I know I will find out soon enough but the suspense is killing me. I just purchased a Bachmann 2-truck Shay on ebay lettered for the W.M. Ritter Lumber Company, #7. No sound, MIB. Anyone know if this was a first or second run (Metal or plastic trucks?) or are both possibilities? It was a great price so I'm happy either way, just wonder if I should start hunting for a new set of trucks now. With luck I can sell my Indie for the cost of the new cast trucks and I will be one happy guy!

Now if I can only get the landscaper to do the retaining wall so I can begin construction on the new layout…


----------



## blueregal (Jan 3, 2008)

Check Elmassian's website he tells you how you can tell by the screws holding the trucks on I believe 

http://www.elmassian.com/


----------



## Pterosaur (May 6, 2008)

I can't tell cuz I don't have it yet.  

It should be easy to identify once I receive it, just curious if the different versions had differing road names/numbers. As I said, I'm kind of an impatient type! Just in case I'm searching for who has the replacement units.


----------



## Greg Elmassian (Jan 3, 2008)

Stock, it will have one of 2 types of plastic trucks. The metal trucks were NEVER stock. When the 3 truck came out, you could fit the 3 truck shay trucks to your 2 truck shay. 

One of the plastic trucks is better than the other, but neither are really worth a darn. 

*http://www.elmassian.com/trains-mai...ainmenu-81*

Greg


----------



## Pterosaur (May 6, 2008)

Thanks Greg but I am a little confused. You say metal trucks were "NEVER" stock but your link says... 

"There are sort of 3 generations of this loco, identifiable by the trucks...There was a third run of with trucks that are metal. (These were also used on the 3 truck shay)". 

Are you saying the 3rd run used metal trucks but did not include the Ritter Lumber Co? 

No biggie as I will get what I get when I get it, just curious. I'll hold off on ordering the replacements untill I see what I have. Now to find some logging equipment...


----------



## Greg Elmassian (Jan 3, 2008)

I remembered wrong.

I also called and checked with the expert (Dave Goodson).


The 3rd generation / production run had metal trucks.

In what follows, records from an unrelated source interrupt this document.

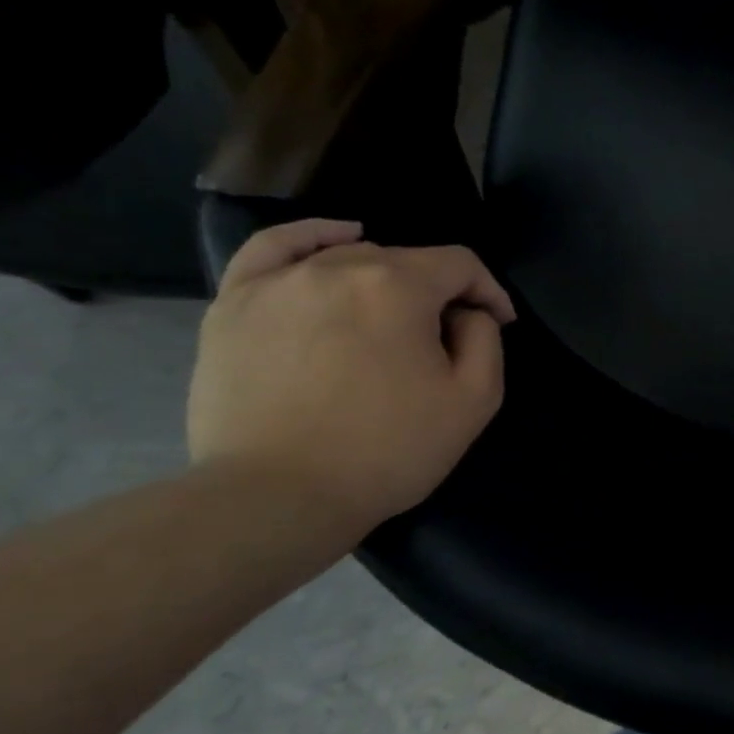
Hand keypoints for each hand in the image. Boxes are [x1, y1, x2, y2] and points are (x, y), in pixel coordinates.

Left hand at [188, 219, 515, 537]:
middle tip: (442, 344)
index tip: (498, 324)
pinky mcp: (234, 304)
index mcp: (399, 287)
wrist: (277, 497)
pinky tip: (338, 239)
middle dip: (437, 295)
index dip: (488, 291)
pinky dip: (312, 236)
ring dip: (385, 281)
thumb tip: (469, 312)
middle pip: (406, 262)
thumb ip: (486, 339)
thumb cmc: (387, 450)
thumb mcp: (473, 400)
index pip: (460, 265)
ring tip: (391, 319)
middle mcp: (338, 267)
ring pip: (349, 258)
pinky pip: (276, 248)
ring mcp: (279, 282)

It was done around the same time as the first production of the 3 truck shay.

The 2nd generation was before the development of the metal trucks and the 3 truck shay. 

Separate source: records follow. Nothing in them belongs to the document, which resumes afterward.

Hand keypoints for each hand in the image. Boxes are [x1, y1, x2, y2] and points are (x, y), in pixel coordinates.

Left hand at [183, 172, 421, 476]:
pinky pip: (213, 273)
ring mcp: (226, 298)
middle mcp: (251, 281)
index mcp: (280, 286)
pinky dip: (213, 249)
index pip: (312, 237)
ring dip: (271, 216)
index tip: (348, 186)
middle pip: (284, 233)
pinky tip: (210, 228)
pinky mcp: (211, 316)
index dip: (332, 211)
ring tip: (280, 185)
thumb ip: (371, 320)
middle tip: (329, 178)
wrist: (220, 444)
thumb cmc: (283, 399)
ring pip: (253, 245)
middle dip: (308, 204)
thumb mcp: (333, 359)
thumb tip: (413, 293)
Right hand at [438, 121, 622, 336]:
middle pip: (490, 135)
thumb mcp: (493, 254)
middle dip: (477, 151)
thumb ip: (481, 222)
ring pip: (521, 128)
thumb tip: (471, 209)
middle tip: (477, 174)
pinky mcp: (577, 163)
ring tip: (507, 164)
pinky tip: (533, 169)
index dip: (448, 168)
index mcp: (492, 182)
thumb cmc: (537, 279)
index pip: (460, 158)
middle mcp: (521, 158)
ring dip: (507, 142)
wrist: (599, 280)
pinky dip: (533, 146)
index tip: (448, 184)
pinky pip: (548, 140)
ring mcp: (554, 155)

I updated my site a bit, to clarify. 


Greg


----------



## Pterosaur (May 6, 2008)

Thanks Greg, crossing my fingers!


----------



## Greg Elmassian (Jan 3, 2008)

There's ways to spot the later versions, I've asked Dave if he would help me on this, he knows all this stuff down to changes in circuit boards, metal handrails, etc. 

But I think you just have to live in suspense for a while ha ha! 

Regards, Greg


----------



## Pterosaur (May 6, 2008)

Well the seller emailed me...Shipped today. Knows his stuff...Says it has.................................................metal trucks. 

Think I'll put the "truck" money toward a couple of coaches!


----------



## Greg Elmassian (Jan 3, 2008)

Good, hoping it all comes out well! That will save $120 or so! 

Let us know how it turns out! 

Greg


----------



## Pterosaur (May 6, 2008)

Well I got it today, and indeed the motor blocks are metal, the DVD identified the trucks as "diecast" so I assume I am good to go.


----------